There was to be a Parliamentary by-election in
Newark-on-Trent, following the departure of Patrick Mercer. Brillo asked Ms
Abbott where it was. Now, Neil did not get where he is today without a little
of that journalist’s nous for selecting the weak spot in his interviewee. And
so it came to pass that she replied “It’s
outside the M25, I can tell you that”. Labour heads across the Westminster
bubble hit desks as one.
Of course, the problem is not confined to Labour
politicians: one subsequent slice of brass neck was that professional
attention-seeker Louise Mensch jumped on the Abbott-bashing bandwagon, but the
only reason she knew where Corby and East Northants was, was because she
had to go there occasionally in order to be the constituency’s MP (until she
piled off to New York).
King's Cross station, London. From where one might travel to, er, Newark-on-Trent
Otherwise, she’d have been as clueless as Ms Abbott.
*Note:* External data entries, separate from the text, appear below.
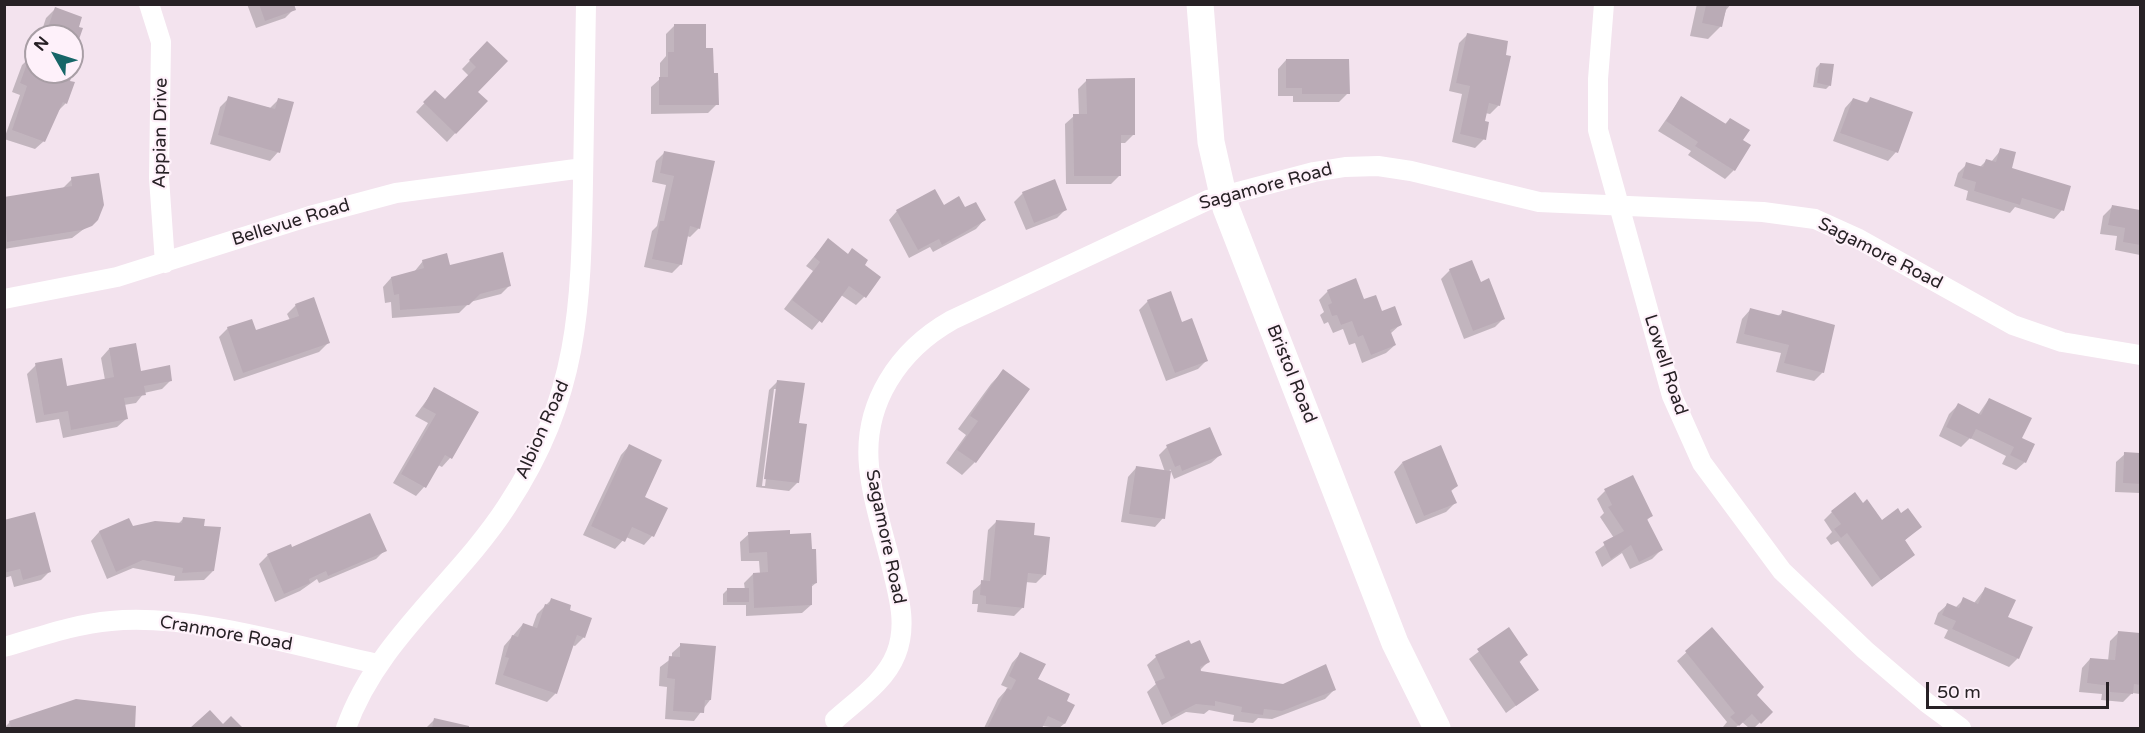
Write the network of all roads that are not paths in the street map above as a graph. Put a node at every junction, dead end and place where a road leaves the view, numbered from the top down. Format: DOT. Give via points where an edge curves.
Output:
graph roads {
  1 [pos="148,4"];
  2 [pos="586,4"];
  3 [pos="1200,4"];
  4 [pos="1604,4"];
  5 [pos="583,168"];
  6 [pos="1222,196"];
  7 [pos="1617,204"];
  8 [pos="165,263"];
  9 [pos="4,299"];
  10 [pos="2140,355"];
  11 [pos="4,646"];
  12 [pos="378,664"];
  13 [pos="835,720"];
  14 [pos="346,729"];
  15 [pos="1437,729"];
  16 [pos="1961,729"];
  1 -- 8 [label="street, Appian Drive" via="161,42 159,178"];
  2 -- 5 [label="street, Albion Road"];
  3 -- 6 [label="street, Bristol Road" via="1212,142"];
  4 -- 7 [label="street, Lowell Road" via="1598,79 1599,130"];
  5 -- 8 [label="street, Bellevue Road" via="385,196"];
  5 -- 12 [label="street, Albion Road" via="576,334 555,411 498,520"];
  6 -- 7 [label="street, Sagamore Road" via="1314,172 1378,166 1539,202"];
  6 -- 13 [label="street, Sagamore Road" via="952,320 917,343 899,362 876,408 868,456 898,592 901,632 897,653 886,672"];
  6 -- 15 [label="street, Bristol Road" via="1395,642"];
  7 -- 10 [label="street, Sagamore Road" via="1763,212 1815,219 1857,238 2013,325 2062,342"];
  7 -- 16 [label="street, Lowell Road" via="1672,396 1702,463 1782,571 1865,650"];
  8 -- 9 [label="street, Bellevue Road" via="73,287"];
  11 -- 12 [label="street, Cranmore Road" via="98,622 160,621 212,628"];
  12 -- 14 [label="street, Albion Road" via="357,699"];
}
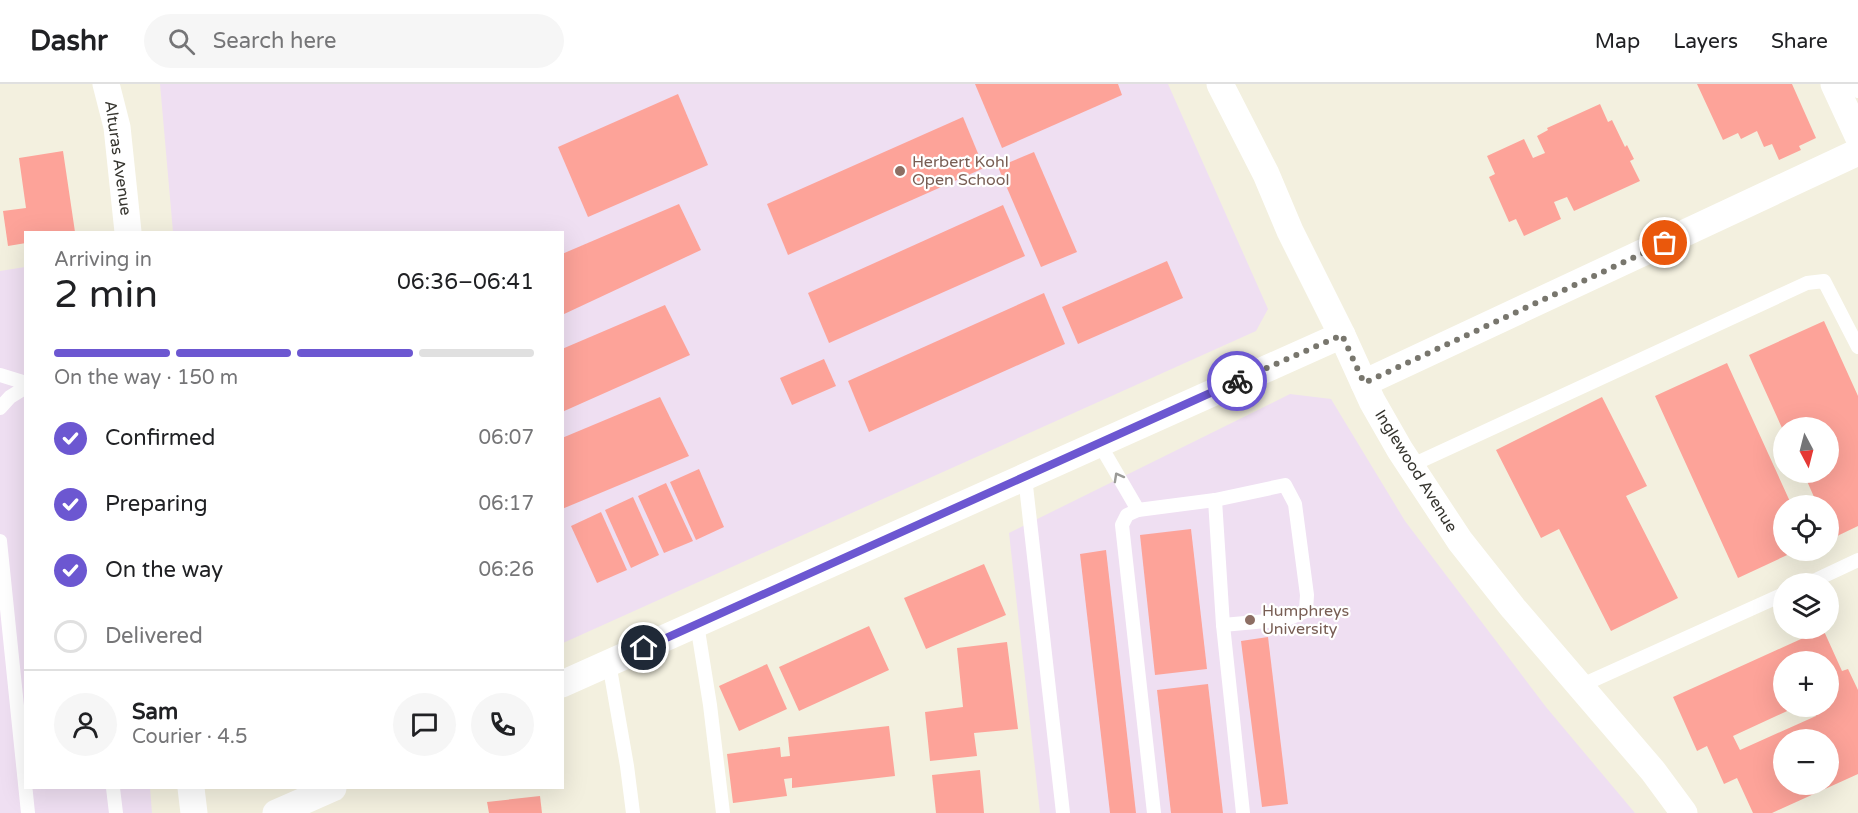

So let
me give Diane a little guidance here: I’ve included a photo of the
newly-refurbished and uncluttered King’s Cross station, from where one can
catch a train to Newcastle-upon-Tyne, Edinburgh, York, Leeds ... and Newark.
These are often the same trains that stop at Doncaster, where her party leader
is an MP.
I’m sure that Miliband, and any other Labour MP who heads
for their constituency via King’s Cross, would be only too happy to guide Ms
Abbott to the Newark train: she could then assist the by-election campaign in
her own inimitable style. In the meantime, parties of all stripes should look
long and hard at the lamentable grasp of geography that affects all of them.
Like urgently.
That’s after Diane
Abbott says sorry to the upstanding citizens of Newark-on-Trent.
Let's be fair here. She was merely expressing the geographical ignorance of most british people of her age (give or take 20 years). I ran out of smart answers to idiot questions whilst working trains, there are only so many times you can face nonsense like (at Manchester) "does the Cardiff train stop at Leeds?" before you snap! Another 20 years and they'll need Satnav to get to the toilet.
ReplyDeleteMensch was MP for Corby. The "East Northants" part is not part of the official name of the seat.
ReplyDeleteCorby it is, @2 - thanks for the correction!